Vous avez aussi réclamé la mise en place d’un bon de consommation, à l’image du bon de séjour pour les hôtels. Quel est le modèle que vous proposez pour les cafés et restaurants ?
La forme et la durée de validité de ce bon restent à définir. Une option est de le télécharger en ligne en indiquant sa matricule. Le bon pourrait comprendre un pourcentage pour la consommation dans un café et un restaurant. Cette initiative serait très importante pour la relance. Car même si je ne soupçonne pas la ministre Lenert d’être de mauvaise foi, elle a affirmé publiquement que se restaurer est dangereux. La précision que le risque réside surtout dans l’absence de port du masque n’a pas été audible. Le désarroi dans le secteur était important. On redoute qu’en raison de ce genre de formulations, une certaine appréhension s’installe auprès des clients au moment de la réouverture de l’Horeca.
En vue d’une réouverture du secteur, vous réclamez aussi la mise à disposition de 60 000 tests antigéniques rapides. Uniquement pour le personnel ou aussi pour les clients ?
Pour le personnel uniquement. Dans le cadre des tests à grande échelle, l’ensemble du personnel a déjà été invité à trois reprises à se faire tester. Or beaucoup de patrons n’ont pas insisté pour que leur personnel donne suite à l’invitation. Le taux de positivité a ainsi été disproportionnellement élevé. Néanmoins, on revendique un nouveau tour de tests PCR pour l’ensemble du personnel. Les tests rapides nous permettraient de tester le personnel avant la prise de leur service et éviter ainsi d’éventuelles chaînes d’infections.

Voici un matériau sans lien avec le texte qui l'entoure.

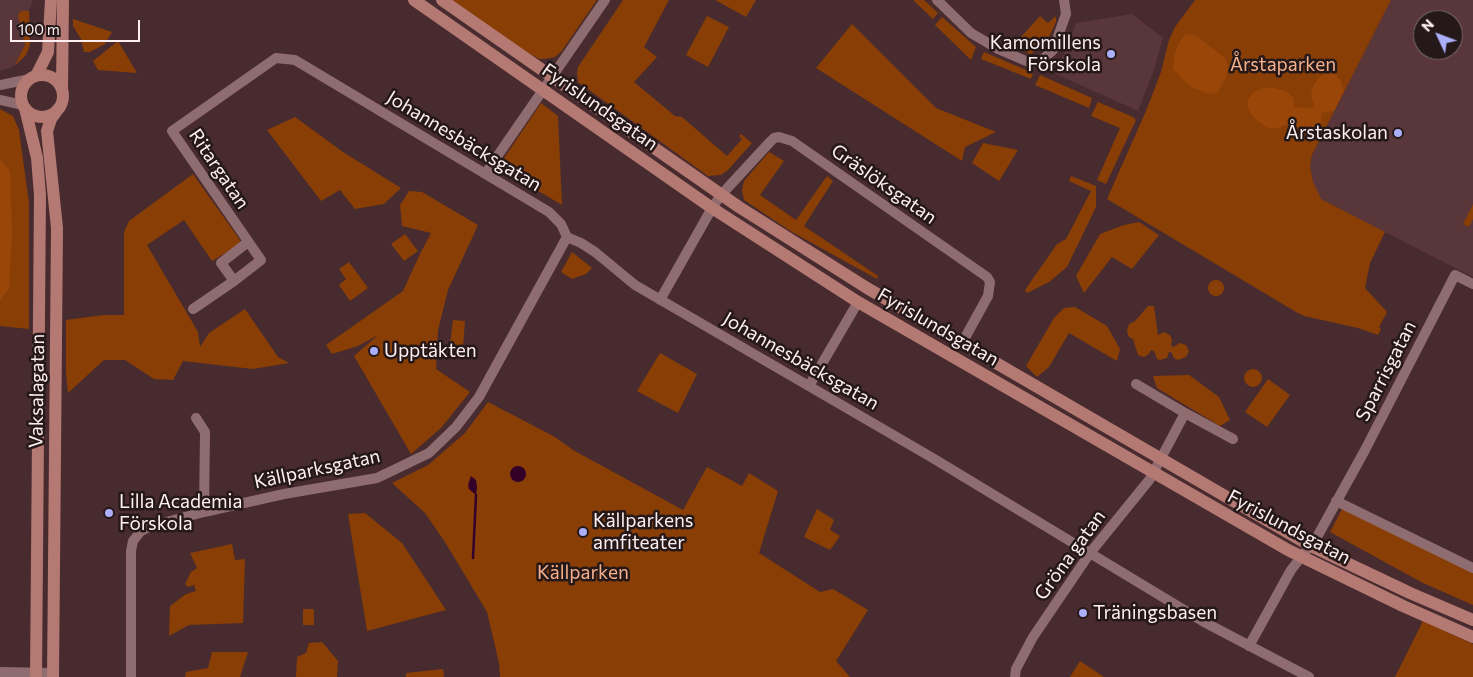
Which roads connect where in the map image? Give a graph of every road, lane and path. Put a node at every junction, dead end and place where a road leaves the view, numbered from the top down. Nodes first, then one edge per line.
1 (51, 0) edge
2 (63, 0) edge
3 (414, 0) edge
4 (442, 0) edge
5 (605, 0) edge
6 (937, 0) edge
7 (1064, 0) edge
8 (289, 59) joint
9 (33, 77) junction
10 (551, 77) junction
11 (0, 85) edge
12 (542, 89) junction
13 (62, 90) junction
14 (0, 100) edge
15 (24, 106) junction
16 (58, 109) junction
17 (485, 174) junction
18 (721, 195) junction
19 (712, 208) junction
20 (567, 237) junction
21 (248, 242) junction
22 (234, 281) junction
23 (1473, 284) edge
24 (660, 300) junction
25 (858, 302) junction
26 (193, 308) dead end
27 (962, 344) junction
28 (1136, 384) dead end
29 (809, 386) junction
30 (1185, 413) junction
31 (196, 418) dead end
32 (1233, 440) dead end
33 (1160, 458) junction
34 (1153, 473) junction
35 (1336, 501) junction
36 (204, 512) junction
37 (1311, 546) junction
38 (1090, 553) junction
39 (1300, 557) junction
40 (1473, 568) edge
41 (1473, 620) edge
42 (1473, 636) edge
43 (1249, 646) junction
44 (0, 672) edge
45 (36, 675) edge
46 (53, 675) edge
47 (132, 677) edge
48 (1015, 677) edge
49 (1309, 677) edge

1 - 9 main road
2 - 13 main road
3 - 12 main road, Fyrislundsgatan
4 - 10 main road, Fyrislundsgatan
5 - 10 street
6 - 7 street
8 - 17 street, Johannesbäcksgatan
8 - 21 street, Ritargatan
9 - 11 street
9 - 13 main road
9 - 15 main road
10 - 12 street
10 - 18 main road, Fyrislundsgatan
12 - 17 street
12 - 19 main road, Fyrislundsgatan
13 - 16 main road
14 - 15 street
15 - 16 main road
15 - 45 main road, Vaksalagatan
16 - 46 main road, Vaksalagatan
17 - 20 street, Johannesbäcksgatan
18 - 19 street, Gräslöksgatan
18 - 27 main road, Fyrislundsgatan
18 - 27 street, Gräslöksgatan
19 - 24 street, Gräslöksgatan
19 - 25 main road, Fyrislundsgatan
20 - 24 street, Johannesbäcksgatan
20 - 36 street, Källparksgatan
21 - 22 street, Ritargatan
21 - 22 street
22 - 26 street, Ritargatan
23 - 35 street, Sparrisgatan
24 - 29 street, Johannesbäcksgatan
25 - 29 street
25 - 34 main road, Fyrislundsgatan
27 - 33 main road, Fyrislundsgatan
28 - 30 street
29 - 38 street, Johannesbäcksgatan
30 - 32 street
30 - 33 street
31 - 36 street
33 - 34 street, Gröna gatan
33 - 37 main road, Fyrislundsgatan
34 - 38 street, Gröna gatan
34 - 39 main road, Fyrislundsgatan
35 - 37 street, Sparrisgatan
35 - 40 street
36 - 47 street, Källparksgatan
37 - 39 street, Sparrisgatan
37 - 41 main road, Fyrislundsgatan
38 - 43 street, Johannesbäcksgatan
38 - 48 street, Gröna gatan
39 - 42 main road, Fyrislundsgatan
39 - 43 street, Sparrisgatan
43 - 49 street, Johannesbäcksgatan
44 - 45 street
45 - 46 street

Vous évoquez souvent l’article 16 de la Constitution. Ce dernier stipule que «Nul ne peut être privé de sa propriété que pour cause d’utilité publique et moyennant juste indemnité». Si vous devez toujours rester fermés en février, est-il envisageable que vous introduisiez un recours juridique ?
On a longtemps réfléchi à ce scénario. Nous avons pris contact avec des études d’avocats. Mais il faut savoir que la durée d’un recours peut vite dépasser un an. Et en cas de recours, les aides que nous percevons seront stoppées. Une telle procédure n’apporterait donc rien de concret.